Only Flagstad and Anderson sing _Schubert's_ Ave Maria, the text of which is a German translation of a poem from a work by Walter Scott (Part of The Lady of the Lake?)

Therefore Flagstad gets my vote, although Ponselle has the most luxurious sound, but I just can't take the shoe horned in latin text, which isn't even a translation of the wonderful Scott poem and so has little to nothing to do with Schubert's setting.

N.


----------



## nina foresti (Mar 11, 2014)

This one was easy for me. Two of the top greatest singers in the entire world sound exactly like two of the greatest singers in the world but what is missing from them that Marian Anderson has in spades is the pathos and simplicity of the song.
Ponselle has chosen her own tempo which was bothersome for me.

Forgetting the cornball background, this one is simply so beautiful it brings tears.


----------



## MAS (Apr 15, 2015)

nina foresti said:


> This one was easy for me. Two of the top greatest singers in the entire world sound exactly like two of the greatest singers in the world but what is missing from them that Marian Anderson has in spades is the pathos and simplicity of the song.
> Ponselle has chosen her own tempo which was bothersome for me.
> 
> Forgetting the cornball background, this one is simply so beautiful it brings tears.

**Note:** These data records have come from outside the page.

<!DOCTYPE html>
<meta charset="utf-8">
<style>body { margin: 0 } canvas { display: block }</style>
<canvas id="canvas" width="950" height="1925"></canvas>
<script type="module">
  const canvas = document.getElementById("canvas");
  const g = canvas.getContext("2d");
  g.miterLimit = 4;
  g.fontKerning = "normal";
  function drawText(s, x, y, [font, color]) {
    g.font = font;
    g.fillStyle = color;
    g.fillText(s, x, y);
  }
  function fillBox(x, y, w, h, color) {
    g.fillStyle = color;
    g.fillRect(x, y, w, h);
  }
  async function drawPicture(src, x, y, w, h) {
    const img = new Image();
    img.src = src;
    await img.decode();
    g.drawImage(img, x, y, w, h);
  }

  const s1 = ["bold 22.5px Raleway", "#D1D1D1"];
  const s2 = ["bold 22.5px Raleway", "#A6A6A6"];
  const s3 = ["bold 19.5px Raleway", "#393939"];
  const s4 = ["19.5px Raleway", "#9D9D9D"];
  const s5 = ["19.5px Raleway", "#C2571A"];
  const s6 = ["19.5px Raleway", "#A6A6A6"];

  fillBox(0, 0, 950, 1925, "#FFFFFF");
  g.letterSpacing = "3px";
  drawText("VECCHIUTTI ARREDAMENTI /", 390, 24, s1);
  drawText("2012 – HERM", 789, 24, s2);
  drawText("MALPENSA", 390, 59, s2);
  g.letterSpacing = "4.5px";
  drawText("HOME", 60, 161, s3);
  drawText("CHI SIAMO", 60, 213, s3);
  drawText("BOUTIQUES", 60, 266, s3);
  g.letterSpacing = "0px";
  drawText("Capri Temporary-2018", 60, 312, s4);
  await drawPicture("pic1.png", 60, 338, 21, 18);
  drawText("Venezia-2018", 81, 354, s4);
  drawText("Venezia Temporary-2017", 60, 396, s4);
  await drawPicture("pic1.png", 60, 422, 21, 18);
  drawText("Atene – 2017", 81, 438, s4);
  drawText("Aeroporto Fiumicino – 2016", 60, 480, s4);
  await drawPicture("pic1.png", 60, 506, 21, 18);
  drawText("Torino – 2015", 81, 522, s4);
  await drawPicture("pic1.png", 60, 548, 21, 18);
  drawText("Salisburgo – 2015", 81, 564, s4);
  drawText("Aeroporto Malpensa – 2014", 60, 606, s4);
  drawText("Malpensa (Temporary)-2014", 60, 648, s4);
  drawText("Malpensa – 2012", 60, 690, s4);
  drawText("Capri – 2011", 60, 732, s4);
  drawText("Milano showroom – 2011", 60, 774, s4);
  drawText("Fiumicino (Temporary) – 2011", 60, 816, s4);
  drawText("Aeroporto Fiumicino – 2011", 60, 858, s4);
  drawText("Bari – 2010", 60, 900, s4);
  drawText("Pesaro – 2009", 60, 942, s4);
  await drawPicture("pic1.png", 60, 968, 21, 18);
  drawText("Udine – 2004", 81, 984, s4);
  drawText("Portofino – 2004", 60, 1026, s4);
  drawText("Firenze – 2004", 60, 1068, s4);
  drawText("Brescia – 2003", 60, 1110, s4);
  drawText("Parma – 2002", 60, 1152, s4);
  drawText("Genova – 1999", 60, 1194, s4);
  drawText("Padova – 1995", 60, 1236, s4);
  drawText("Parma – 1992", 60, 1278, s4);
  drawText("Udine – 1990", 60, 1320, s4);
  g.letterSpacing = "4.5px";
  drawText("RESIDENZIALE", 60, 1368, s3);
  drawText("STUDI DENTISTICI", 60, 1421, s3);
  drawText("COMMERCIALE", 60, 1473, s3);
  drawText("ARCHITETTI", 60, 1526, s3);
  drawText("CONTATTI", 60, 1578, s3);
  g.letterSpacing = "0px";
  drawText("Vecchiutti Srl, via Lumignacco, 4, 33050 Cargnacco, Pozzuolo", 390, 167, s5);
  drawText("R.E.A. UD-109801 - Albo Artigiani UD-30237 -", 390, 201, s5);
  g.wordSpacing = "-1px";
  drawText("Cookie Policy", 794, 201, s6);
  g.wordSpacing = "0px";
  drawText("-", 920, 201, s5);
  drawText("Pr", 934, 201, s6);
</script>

Beautiful! It has the added advantage of having my girl Sarita Montiel whom I adored as a teenager for her singing in those Spanish movíes (*La Violetera*, *Mi último tango *, *La reina del chantecler*, etc.), all mostly unknown in the U.S. I was slightly disappointed she didn't get to sing, but it would've been a clash of styles.


----------



## MAS (Apr 15, 2015)

The Conte said:


> Only Flagstad and Anderson sing _Schubert's_ Ave Maria, the text of which is a German translation of a poem from a work by Walter Scott (Part of The Lady of the Lake?)
> 
> Therefore Flagstad gets my vote, although Ponselle has the most luxurious sound, but I just can't take the shoe horned in latin text, which isn't even a translation of the wonderful Scott poem and so has little to nothing to do with Schubert's setting.
> 
> N.


So it's a German translation or adaptation of a Walter Scott poem? I didn't know that. Is the poem called Ave Maria? Or Hail Mary?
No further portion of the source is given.